■ WHAT TO DO
Could you copy each line of the entries that contains "Left"?

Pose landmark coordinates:
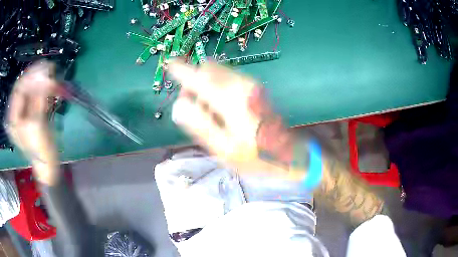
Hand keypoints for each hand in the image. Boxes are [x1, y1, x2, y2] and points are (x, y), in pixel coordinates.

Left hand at [6, 61, 59, 184]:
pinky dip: (45, 90)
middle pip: (25, 88)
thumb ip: (39, 99)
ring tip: (53, 77)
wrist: (48, 165)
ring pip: (32, 91)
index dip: (29, 77)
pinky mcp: (33, 113)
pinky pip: (37, 97)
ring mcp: (25, 113)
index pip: (18, 89)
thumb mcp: (37, 124)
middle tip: (50, 69)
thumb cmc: (40, 150)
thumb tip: (46, 76)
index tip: (43, 68)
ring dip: (42, 83)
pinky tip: (52, 88)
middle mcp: (17, 112)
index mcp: (14, 117)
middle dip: (37, 78)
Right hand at [170, 60, 385, 226]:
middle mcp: (241, 85)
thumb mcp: (225, 150)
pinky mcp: (255, 88)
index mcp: (231, 100)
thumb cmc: (259, 157)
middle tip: (191, 105)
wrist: (290, 154)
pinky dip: (216, 86)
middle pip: (208, 69)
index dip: (181, 70)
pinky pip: (228, 78)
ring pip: (218, 72)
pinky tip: (219, 108)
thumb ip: (200, 126)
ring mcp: (250, 84)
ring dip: (205, 85)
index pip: (199, 77)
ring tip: (207, 112)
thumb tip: (179, 106)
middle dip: (193, 82)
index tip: (168, 64)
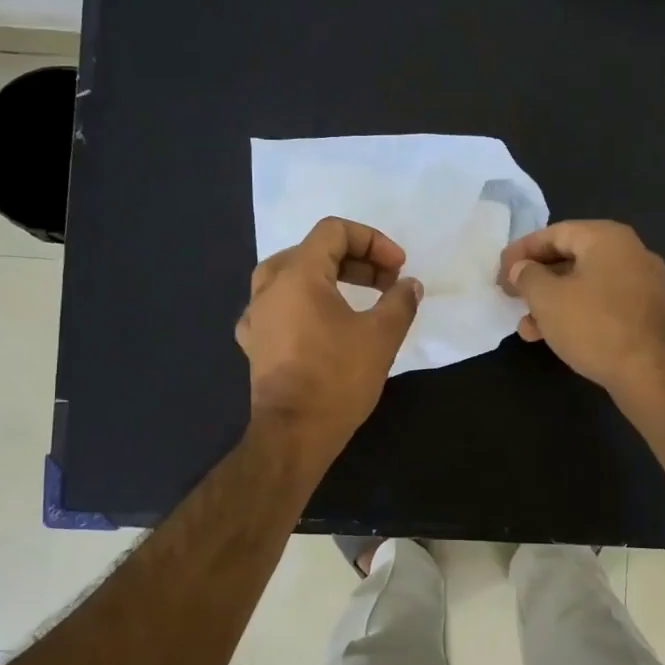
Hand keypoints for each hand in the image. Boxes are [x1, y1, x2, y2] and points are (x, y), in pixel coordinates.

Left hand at [237, 216, 422, 454]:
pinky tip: (315, 321)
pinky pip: (276, 307)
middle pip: (312, 250)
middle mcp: (269, 287)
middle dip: (355, 259)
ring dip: (326, 277)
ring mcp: (256, 316)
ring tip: (354, 296)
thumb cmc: (338, 378)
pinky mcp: (254, 343)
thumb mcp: (382, 335)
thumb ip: (400, 301)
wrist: (294, 433)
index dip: (372, 241)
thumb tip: (410, 285)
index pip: (333, 231)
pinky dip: (300, 304)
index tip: (397, 268)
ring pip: (289, 276)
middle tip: (386, 282)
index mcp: (298, 275)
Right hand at [499, 220, 664, 395]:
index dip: (522, 251)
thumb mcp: (547, 298)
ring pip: (585, 285)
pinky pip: (602, 304)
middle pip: (571, 258)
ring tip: (527, 328)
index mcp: (606, 238)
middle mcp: (630, 252)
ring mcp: (643, 284)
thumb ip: (527, 276)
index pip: (554, 233)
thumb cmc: (594, 325)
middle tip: (511, 297)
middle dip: (536, 280)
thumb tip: (521, 269)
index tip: (500, 272)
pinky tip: (555, 337)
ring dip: (552, 302)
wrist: (651, 372)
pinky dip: (576, 313)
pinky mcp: (646, 313)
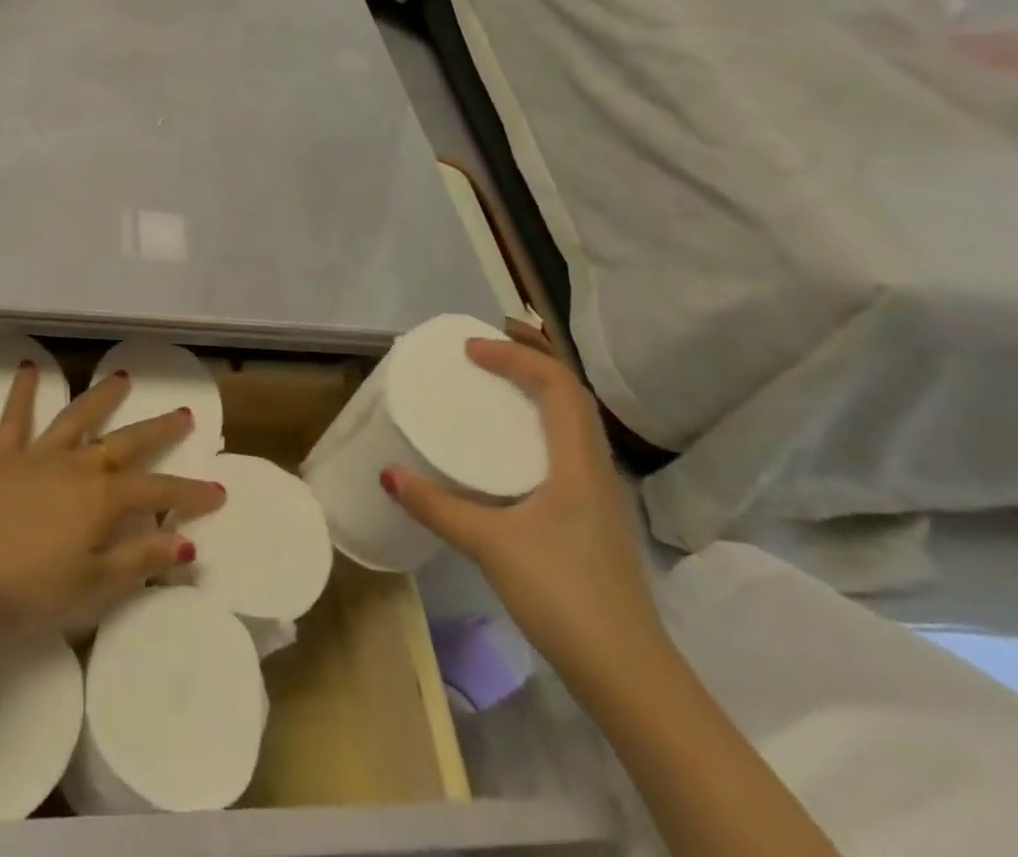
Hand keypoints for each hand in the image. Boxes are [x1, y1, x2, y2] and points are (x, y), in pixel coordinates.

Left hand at [0, 364, 225, 635]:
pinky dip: (22, 391)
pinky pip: (15, 417)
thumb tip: (187, 544)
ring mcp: (39, 456)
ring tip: (123, 377)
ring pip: (78, 417)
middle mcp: (78, 466)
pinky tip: (28, 366)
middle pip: (127, 442)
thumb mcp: (95, 584)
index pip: (158, 491)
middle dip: (159, 430)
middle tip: (183, 413)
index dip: (189, 493)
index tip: (217, 491)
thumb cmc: (32, 590)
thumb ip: (141, 559)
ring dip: (102, 396)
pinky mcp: (2, 456)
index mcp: (103, 499)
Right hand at [382, 335, 666, 677]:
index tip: (469, 349)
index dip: (516, 355)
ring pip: (575, 420)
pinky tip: (512, 445)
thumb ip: (437, 506)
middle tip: (487, 343)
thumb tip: (388, 473)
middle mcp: (595, 466)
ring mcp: (600, 493)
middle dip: (532, 358)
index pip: (557, 384)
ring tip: (497, 380)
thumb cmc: (564, 594)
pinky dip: (541, 422)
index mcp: (579, 462)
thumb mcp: (491, 545)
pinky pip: (568, 446)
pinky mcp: (594, 516)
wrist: (629, 673)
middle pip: (572, 393)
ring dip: (540, 388)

■ RESPONSE BOX
Left hand at [6, 61, 59, 184]:
Left hand at [237, 216, 422, 454]:
Left hand at [0, 364, 225, 635]:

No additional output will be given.